(Data for processing)
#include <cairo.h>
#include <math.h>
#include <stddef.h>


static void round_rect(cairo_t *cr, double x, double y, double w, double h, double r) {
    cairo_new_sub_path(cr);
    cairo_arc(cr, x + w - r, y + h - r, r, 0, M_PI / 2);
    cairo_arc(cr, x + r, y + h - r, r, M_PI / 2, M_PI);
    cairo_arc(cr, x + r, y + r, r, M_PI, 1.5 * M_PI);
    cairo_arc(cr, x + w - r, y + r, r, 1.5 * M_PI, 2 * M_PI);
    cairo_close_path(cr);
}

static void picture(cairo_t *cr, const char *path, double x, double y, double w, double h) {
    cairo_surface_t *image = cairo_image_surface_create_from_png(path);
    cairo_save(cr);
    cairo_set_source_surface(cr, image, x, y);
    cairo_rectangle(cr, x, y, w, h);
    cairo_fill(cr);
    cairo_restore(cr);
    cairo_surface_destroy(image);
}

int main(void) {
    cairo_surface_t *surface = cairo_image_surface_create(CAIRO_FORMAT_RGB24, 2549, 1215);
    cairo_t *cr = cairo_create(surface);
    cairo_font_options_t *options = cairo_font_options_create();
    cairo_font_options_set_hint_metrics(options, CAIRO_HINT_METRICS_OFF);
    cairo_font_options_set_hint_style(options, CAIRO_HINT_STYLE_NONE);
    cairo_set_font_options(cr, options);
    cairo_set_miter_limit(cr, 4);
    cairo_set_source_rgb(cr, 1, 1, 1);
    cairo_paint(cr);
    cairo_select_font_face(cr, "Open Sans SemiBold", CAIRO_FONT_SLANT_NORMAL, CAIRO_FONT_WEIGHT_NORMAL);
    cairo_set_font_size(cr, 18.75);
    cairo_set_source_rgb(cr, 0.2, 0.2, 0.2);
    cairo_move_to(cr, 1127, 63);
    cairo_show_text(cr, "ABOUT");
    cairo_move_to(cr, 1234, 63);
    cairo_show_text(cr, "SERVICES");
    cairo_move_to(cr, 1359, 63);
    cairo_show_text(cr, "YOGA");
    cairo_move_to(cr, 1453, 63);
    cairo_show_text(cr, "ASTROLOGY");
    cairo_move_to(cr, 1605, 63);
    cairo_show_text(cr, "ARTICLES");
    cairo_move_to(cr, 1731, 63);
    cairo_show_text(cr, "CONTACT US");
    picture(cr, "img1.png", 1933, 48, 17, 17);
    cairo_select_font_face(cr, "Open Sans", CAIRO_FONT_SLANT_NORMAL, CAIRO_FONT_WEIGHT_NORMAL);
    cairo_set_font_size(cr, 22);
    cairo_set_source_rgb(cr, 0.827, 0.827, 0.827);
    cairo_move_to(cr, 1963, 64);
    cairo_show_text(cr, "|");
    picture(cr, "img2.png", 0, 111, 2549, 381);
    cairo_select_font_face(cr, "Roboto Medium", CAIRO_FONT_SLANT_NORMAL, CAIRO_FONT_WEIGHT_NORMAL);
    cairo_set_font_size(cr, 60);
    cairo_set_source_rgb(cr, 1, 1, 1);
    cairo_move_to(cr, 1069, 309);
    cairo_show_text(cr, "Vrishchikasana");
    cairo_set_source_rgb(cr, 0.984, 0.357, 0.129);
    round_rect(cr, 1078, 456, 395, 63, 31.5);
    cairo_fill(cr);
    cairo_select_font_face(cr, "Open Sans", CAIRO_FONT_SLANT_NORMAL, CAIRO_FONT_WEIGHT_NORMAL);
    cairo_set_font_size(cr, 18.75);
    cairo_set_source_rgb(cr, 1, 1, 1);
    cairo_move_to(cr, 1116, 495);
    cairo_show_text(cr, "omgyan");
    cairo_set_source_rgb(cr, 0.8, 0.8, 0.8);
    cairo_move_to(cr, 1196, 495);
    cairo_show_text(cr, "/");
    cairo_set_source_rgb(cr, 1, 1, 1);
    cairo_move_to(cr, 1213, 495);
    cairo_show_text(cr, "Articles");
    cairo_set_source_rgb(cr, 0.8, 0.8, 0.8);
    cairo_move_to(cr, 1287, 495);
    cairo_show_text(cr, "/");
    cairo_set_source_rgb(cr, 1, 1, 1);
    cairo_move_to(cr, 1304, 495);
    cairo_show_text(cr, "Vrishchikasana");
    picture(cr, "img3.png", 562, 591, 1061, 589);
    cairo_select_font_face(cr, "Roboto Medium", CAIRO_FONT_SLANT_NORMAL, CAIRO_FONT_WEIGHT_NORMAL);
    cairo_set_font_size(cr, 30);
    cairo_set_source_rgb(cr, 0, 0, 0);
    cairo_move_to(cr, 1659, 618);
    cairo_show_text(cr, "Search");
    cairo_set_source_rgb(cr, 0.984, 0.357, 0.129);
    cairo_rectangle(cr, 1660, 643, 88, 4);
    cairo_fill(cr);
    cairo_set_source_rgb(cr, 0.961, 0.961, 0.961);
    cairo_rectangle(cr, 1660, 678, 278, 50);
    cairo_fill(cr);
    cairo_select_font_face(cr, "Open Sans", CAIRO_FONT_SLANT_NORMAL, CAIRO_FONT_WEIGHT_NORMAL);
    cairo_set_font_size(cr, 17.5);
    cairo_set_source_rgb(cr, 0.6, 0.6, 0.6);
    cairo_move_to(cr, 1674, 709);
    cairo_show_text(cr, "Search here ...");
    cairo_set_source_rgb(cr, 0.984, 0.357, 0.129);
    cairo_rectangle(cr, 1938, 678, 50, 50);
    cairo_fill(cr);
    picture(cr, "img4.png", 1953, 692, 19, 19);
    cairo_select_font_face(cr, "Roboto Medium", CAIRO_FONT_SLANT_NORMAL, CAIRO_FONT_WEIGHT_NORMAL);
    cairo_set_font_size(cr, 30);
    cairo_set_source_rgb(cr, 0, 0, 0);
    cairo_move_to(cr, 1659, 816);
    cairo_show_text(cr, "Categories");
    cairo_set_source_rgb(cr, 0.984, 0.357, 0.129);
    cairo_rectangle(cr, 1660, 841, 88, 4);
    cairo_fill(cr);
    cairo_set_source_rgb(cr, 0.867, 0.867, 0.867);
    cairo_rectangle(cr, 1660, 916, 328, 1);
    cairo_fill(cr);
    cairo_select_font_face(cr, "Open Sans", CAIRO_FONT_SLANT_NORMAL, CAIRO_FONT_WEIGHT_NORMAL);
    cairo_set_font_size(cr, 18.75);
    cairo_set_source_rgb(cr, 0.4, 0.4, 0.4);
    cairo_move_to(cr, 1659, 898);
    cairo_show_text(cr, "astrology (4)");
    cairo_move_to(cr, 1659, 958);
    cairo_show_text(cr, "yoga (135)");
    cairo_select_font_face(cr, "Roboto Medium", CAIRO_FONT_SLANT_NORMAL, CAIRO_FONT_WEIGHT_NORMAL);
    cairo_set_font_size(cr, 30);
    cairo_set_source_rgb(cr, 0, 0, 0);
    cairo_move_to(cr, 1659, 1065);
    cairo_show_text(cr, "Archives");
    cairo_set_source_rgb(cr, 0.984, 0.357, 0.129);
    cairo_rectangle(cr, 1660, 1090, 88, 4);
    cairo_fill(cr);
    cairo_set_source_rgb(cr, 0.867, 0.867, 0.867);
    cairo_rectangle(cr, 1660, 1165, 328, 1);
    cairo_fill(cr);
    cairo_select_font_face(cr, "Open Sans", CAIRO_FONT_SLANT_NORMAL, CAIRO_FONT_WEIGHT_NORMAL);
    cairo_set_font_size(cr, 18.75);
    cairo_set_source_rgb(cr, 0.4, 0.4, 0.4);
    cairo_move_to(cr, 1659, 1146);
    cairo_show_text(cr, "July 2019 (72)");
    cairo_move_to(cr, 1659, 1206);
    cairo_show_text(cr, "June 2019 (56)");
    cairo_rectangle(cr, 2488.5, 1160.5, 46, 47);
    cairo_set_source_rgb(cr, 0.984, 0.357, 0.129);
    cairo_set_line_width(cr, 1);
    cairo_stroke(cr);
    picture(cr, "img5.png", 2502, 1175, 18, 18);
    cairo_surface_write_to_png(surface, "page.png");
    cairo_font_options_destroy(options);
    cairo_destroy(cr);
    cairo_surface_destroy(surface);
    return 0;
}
(End Data for processing)
Set down exactly the lines of the data above, beginning with the line that has "cairo_save(cr);" and ending with the line that has "cairo_set_miter_limit(cr, 4);", and no others.

◆ Task response ◆
    cairo_save(cr);
    cairo_set_source_surface(cr, image, x, y);
    cairo_rectangle(cr, x, y, w, h);
    cairo_fill(cr);
    cairo_restore(cr);
    cairo_surface_destroy(image);
}

int main(void) {
    cairo_surface_t *surface = cairo_image_surface_create(CAIRO_FORMAT_RGB24, 2549, 1215);
    cairo_t *cr = cairo_create(surface);
    cairo_font_options_t *options = cairo_font_options_create();
    cairo_font_options_set_hint_metrics(options, CAIRO_HINT_METRICS_OFF);
    cairo_font_options_set_hint_style(options, CAIRO_HINT_STYLE_NONE);
    cairo_set_font_options(cr, options);
    cairo_set_miter_limit(cr, 4);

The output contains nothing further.